_EXCERPTED DATA_.
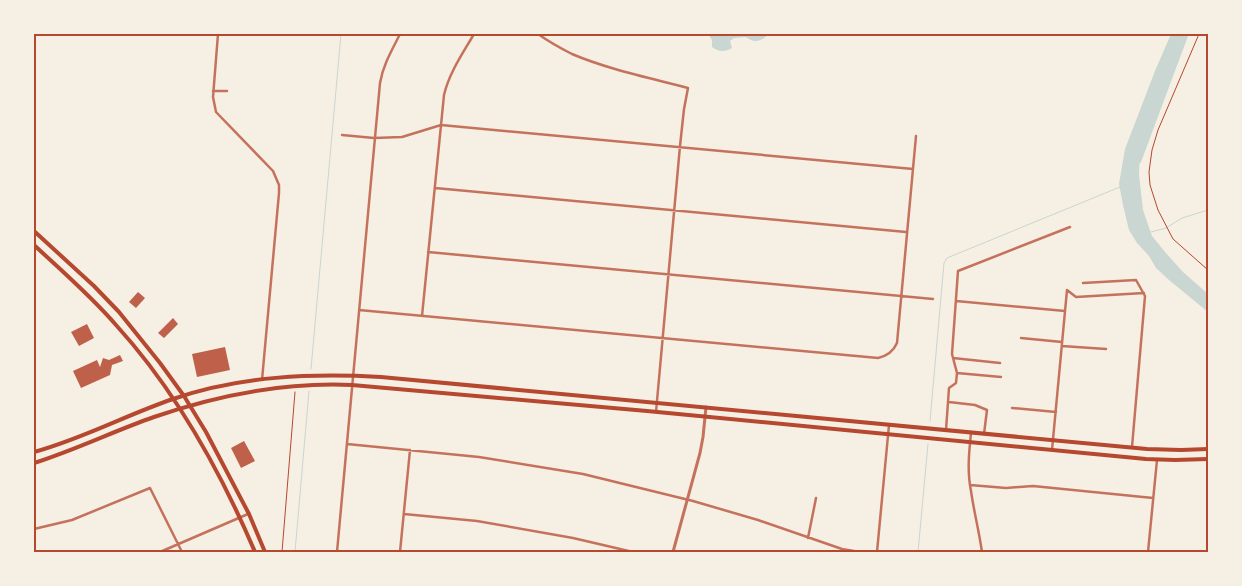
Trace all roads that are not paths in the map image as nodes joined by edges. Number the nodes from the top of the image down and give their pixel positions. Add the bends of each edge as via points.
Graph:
1 (218, 34) edge
2 (400, 34) edge
3 (474, 34) edge
4 (538, 34) edge
5 (227, 90) dead end
6 (214, 91) junction
7 (441, 124) junction
8 (342, 135) dead end
9 (916, 136) dead end
10 (374, 138) junction
11 (680, 146) junction
12 (913, 169) junction
13 (435, 188) junction
14 (674, 210) junction
15 (1070, 227) dead end
16 (34, 231) edge
17 (907, 232) junction
18 (41, 237) junction
19 (34, 245) edge
20 (428, 252) junction
21 (668, 274) junction
22 (1083, 284) dead end
23 (1144, 293) junction
24 (901, 296) junction
25 (933, 299) dead end
26 (956, 301) junction
27 (359, 310) junction
28 (1065, 310) junction
29 (422, 316) junction
30 (662, 338) junction
31 (1021, 338) dead end
32 (1062, 342) junction
33 (1062, 346) junction
34 (1106, 349) dead end
35 (953, 358) junction
36 (1000, 363) dead end
37 (957, 373) junction
38 (353, 376) junction
39 (1001, 377) dead end
40 (262, 380) junction
41 (449, 384) junction
42 (352, 385) junction
43 (448, 393) junction
44 (558, 394) junction
45 (184, 396) junction
46 (174, 399) junction
47 (948, 402) junction
48 (557, 403) junction
49 (657, 403) junction
50 (190, 405) junction
51 (706, 407) junction
52 (180, 408) junction
53 (1012, 408) dead end
54 (656, 412) junction
55 (1056, 412) junction
56 (798, 416) junction
57 (705, 417) junction
58 (108, 424) junction
59 (889, 425) junction
60 (797, 426) junction
61 (946, 430) junction
62 (971, 432) junction
63 (112, 434) junction
64 (984, 434) junction
65 (888, 435) junction
66 (1053, 440) junction
67 (970, 442) junction
68 (347, 444) junction
69 (1120, 446) junction
70 (1132, 447) junction
71 (45, 449) junction
72 (1208, 449) edge
73 (410, 450) junction
74 (1052, 450) junction
75 (1195, 450) junction
76 (34, 452) edge
77 (1119, 456) junction
78 (48, 458) junction
79 (1208, 459) edge
80 (1156, 460) junction
81 (1196, 460) junction
82 (34, 463) edge
83 (970, 485) junction
84 (816, 498) dead end
85 (1153, 498) junction
86 (688, 499) junction
87 (249, 514) junction
88 (404, 514) junction
89 (240, 518) junction
90 (34, 529) edge
91 (808, 538) junction
92 (179, 545) junction
93 (160, 552) edge
94 (182, 552) edge
95 (254, 552) edge
96 (265, 552) edge
97 (337, 552) edge
98 (400, 552) edge
99 (633, 552) edge
100 (672, 552) edge
101 (860, 552) edge
102 (877, 552) edge
103 (982, 552) edge
104 (1148, 552) edge

1 - 6 street
2 - 10 street via 382,70
3 - 7 street via 446,88
4 - 11 street via 583,58 688,88
5 - 6 street
6 - 40 street via 216,112 273,171 279,185
7 - 10 street via 404,137
7 - 11 street
7 - 13 street
8 - 10 street
9 - 12 street
10 - 27 street
11 - 12 street
11 - 14 street
12 - 17 street
13 - 14 street
13 - 20 street
14 - 17 street
14 - 21 street
15 - 26 street via 958,271
16 - 18 main road
17 - 24 street
18 - 19 main road
18 - 45 main road via 119,312
19 - 46 main road via 118,327
20 - 21 street
20 - 29 street
21 - 24 street
21 - 30 street
22 - 23 street via 1136,280
23 - 28 street via 1076,297 1067,290
23 - 70 street
24 - 25 street
24 - 30 street via 897,343 884,357
26 - 28 street
26 - 35 street
27 - 29 street
27 - 38 street
28 - 32 street
29 - 30 street
30 - 49 street
31 - 32 street
32 - 33 street
33 - 34 street
33 - 55 street
35 - 36 street
35 - 37 street
37 - 39 street
37 - 47 street via 956,383 949,388
38 - 40 main road
38 - 41 main road
38 - 42 street
40 - 45 main road
41 - 43 main road
41 - 44 main road
42 - 43 main road
42 - 50 main road via 316,384 256,390
42 - 68 street
43 - 48 main road
44 - 48 main road
44 - 49 main road
45 - 46 main road
45 - 50 main road
46 - 52 main road
46 - 58 main road
47 - 61 street
47 - 64 street via 987,410
48 - 54 main road
49 - 51 main road
49 - 54 street
50 - 52 main road
50 - 87 main road
51 - 56 main road
51 - 57 street
52 - 63 main road
52 - 89 main road
53 - 55 street
54 - 57 main road
55 - 66 street
56 - 59 main road
56 - 60 main road
57 - 60 main road
57 - 86 street
58 - 63 main road
58 - 71 main road
59 - 61 main road
59 - 65 street
60 - 65 main road
61 - 62 main road
62 - 64 main road
62 - 67 street
63 - 78 main road
64 - 66 main road
65 - 67 main road
65 - 102 street
66 - 69 main road
66 - 74 street
67 - 74 main road
67 - 83 street
68 - 73 street
68 - 97 street
69 - 70 main road
69 - 77 main road
70 - 75 main road
71 - 76 main road
71 - 78 main road
72 - 75 main road
73 - 86 street via 479,457 583,474
73 - 88 street
74 - 77 main road
75 - 81 main road
77 - 80 main road
78 - 82 main road
79 - 81 main road
80 - 81 main road
80 - 85 street
83 - 85 street via 1033,486
83 - 103 street
84 - 91 street
85 - 104 street
86 - 91 street
86 - 100 street
87 - 89 street
87 - 96 main road
88 - 98 street
88 - 99 street via 477,521
89 - 92 street
89 - 95 main road
90 - 92 street via 72,520 150,488
91 - 101 street
92 - 93 street
92 - 94 street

_HOW TO COMPLETE THIS TASK_. Transcribe the listing word for word, but keep its pictures out of the copy.

_OUTPUT_.
Trace all roads that are not paths in the map image as nodes joined by edges. Number the nodes from the top of the image down and give their pixel positions. Add the bends of each edge as via points.
Graph:
1 (218, 34) edge
2 (400, 34) edge
3 (474, 34) edge
4 (538, 34) edge
5 (227, 90) dead end
6 (214, 91) junction
7 (441, 124) junction
8 (342, 135) dead end
9 (916, 136) dead end
10 (374, 138) junction
11 (680, 146) junction
12 (913, 169) junction
13 (435, 188) junction
14 (674, 210) junction
15 (1070, 227) dead end
16 (34, 231) edge
17 (907, 232) junction
18 (41, 237) junction
19 (34, 245) edge
20 (428, 252) junction
21 (668, 274) junction
22 (1083, 284) dead end
23 (1144, 293) junction
24 (901, 296) junction
25 (933, 299) dead end
26 (956, 301) junction
27 (359, 310) junction
28 (1065, 310) junction
29 (422, 316) junction
30 (662, 338) junction
31 (1021, 338) dead end
32 (1062, 342) junction
33 (1062, 346) junction
34 (1106, 349) dead end
35 (953, 358) junction
36 (1000, 363) dead end
37 (957, 373) junction
38 (353, 376) junction
39 (1001, 377) dead end
40 (262, 380) junction
41 (449, 384) junction
42 (352, 385) junction
43 (448, 393) junction
44 (558, 394) junction
45 (184, 396) junction
46 (174, 399) junction
47 (948, 402) junction
48 (557, 403) junction
49 (657, 403) junction
50 (190, 405) junction
51 (706, 407) junction
52 (180, 408) junction
53 (1012, 408) dead end
54 (656, 412) junction
55 (1056, 412) junction
56 (798, 416) junction
57 (705, 417) junction
58 (108, 424) junction
59 (889, 425) junction
60 (797, 426) junction
61 (946, 430) junction
62 (971, 432) junction
63 (112, 434) junction
64 (984, 434) junction
65 (888, 435) junction
66 (1053, 440) junction
67 (970, 442) junction
68 (347, 444) junction
69 (1120, 446) junction
70 (1132, 447) junction
71 (45, 449) junction
72 (1208, 449) edge
73 (410, 450) junction
74 (1052, 450) junction
75 (1195, 450) junction
76 (34, 452) edge
77 (1119, 456) junction
78 (48, 458) junction
79 (1208, 459) edge
80 (1156, 460) junction
81 (1196, 460) junction
82 (34, 463) edge
83 (970, 485) junction
84 (816, 498) dead end
85 (1153, 498) junction
86 (688, 499) junction
87 (249, 514) junction
88 (404, 514) junction
89 (240, 518) junction
90 (34, 529) edge
91 (808, 538) junction
92 (179, 545) junction
93 (160, 552) edge
94 (182, 552) edge
95 (254, 552) edge
96 (265, 552) edge
97 (337, 552) edge
98 (400, 552) edge
99 (633, 552) edge
100 (672, 552) edge
101 (860, 552) edge
102 (877, 552) edge
103 (982, 552) edge
104 (1148, 552) edge

1 - 6 street
2 - 10 street via 382,70
3 - 7 street via 446,88
4 - 11 street via 583,58 688,88
5 - 6 street
6 - 40 street via 216,112 273,171 279,185
7 - 10 street via 404,137
7 - 11 street
7 - 13 street
8 - 10 street
9 - 12 street
10 - 27 street
11 - 12 street
11 - 14 street
12 - 17 street
13 - 14 street
13 - 20 street
14 - 17 street
14 - 21 street
15 - 26 street via 958,271
16 - 18 main road
17 - 24 street
18 - 19 main road
18 - 45 main road via 119,312
19 - 46 main road via 118,327
20 - 21 street
20 - 29 street
21 - 24 street
21 - 30 street
22 - 23 street via 1136,280
23 - 28 street via 1076,297 1067,290
23 - 70 street
24 - 25 street
24 - 30 street via 897,343 884,357
26 - 28 street
26 - 35 street
27 - 29 street
27 - 38 street
28 - 32 street
29 - 30 street
30 - 49 street
31 - 32 street
32 - 33 street
33 - 34 street
33 - 55 street
35 - 36 street
35 - 37 street
37 - 39 street
37 - 47 street via 956,383 949,388
38 - 40 main road
38 - 41 main road
38 - 42 street
40 - 45 main road
41 - 43 main road
41 - 44 main road
42 - 43 main road
42 - 50 main road via 316,384 256,390
42 - 68 street
43 - 48 main road
44 - 48 main road
44 - 49 main road
45 - 46 main road
45 - 50 main road
46 - 52 main road
46 - 58 main road
47 - 61 street
47 - 64 street via 987,410
48 - 54 main road
49 - 51 main road
49 - 54 street
50 - 52 main road
50 - 87 main road
51 - 56 main road
51 - 57 street
52 - 63 main road
52 - 89 main road
53 - 55 street
54 - 57 main road
55 - 66 street
56 - 59 main road
56 - 60 main road
57 - 60 main road
57 - 86 street
58 - 63 main road
58 - 71 main road
59 - 61 main road
59 - 65 street
60 - 65 main road
61 - 62 main road
62 - 64 main road
62 - 67 street
63 - 78 main road
64 - 66 main road
65 - 67 main road
65 - 102 street
66 - 69 main road
66 - 74 street
67 - 74 main road
67 - 83 street
68 - 73 street
68 - 97 street
69 - 70 main road
69 - 77 main road
70 - 75 main road
71 - 76 main road
71 - 78 main road
72 - 75 main road
73 - 86 street via 479,457 583,474
73 - 88 street
74 - 77 main road
75 - 81 main road
77 - 80 main road
78 - 82 main road
79 - 81 main road
80 - 81 main road
80 - 85 street
83 - 85 street via 1033,486
83 - 103 street
84 - 91 street
85 - 104 street
86 - 91 street
86 - 100 street
87 - 89 street
87 - 96 main road
88 - 98 street
88 - 99 street via 477,521
89 - 92 street
89 - 95 main road
90 - 92 street via 72,520 150,488
91 - 101 street
92 - 93 street
92 - 94 street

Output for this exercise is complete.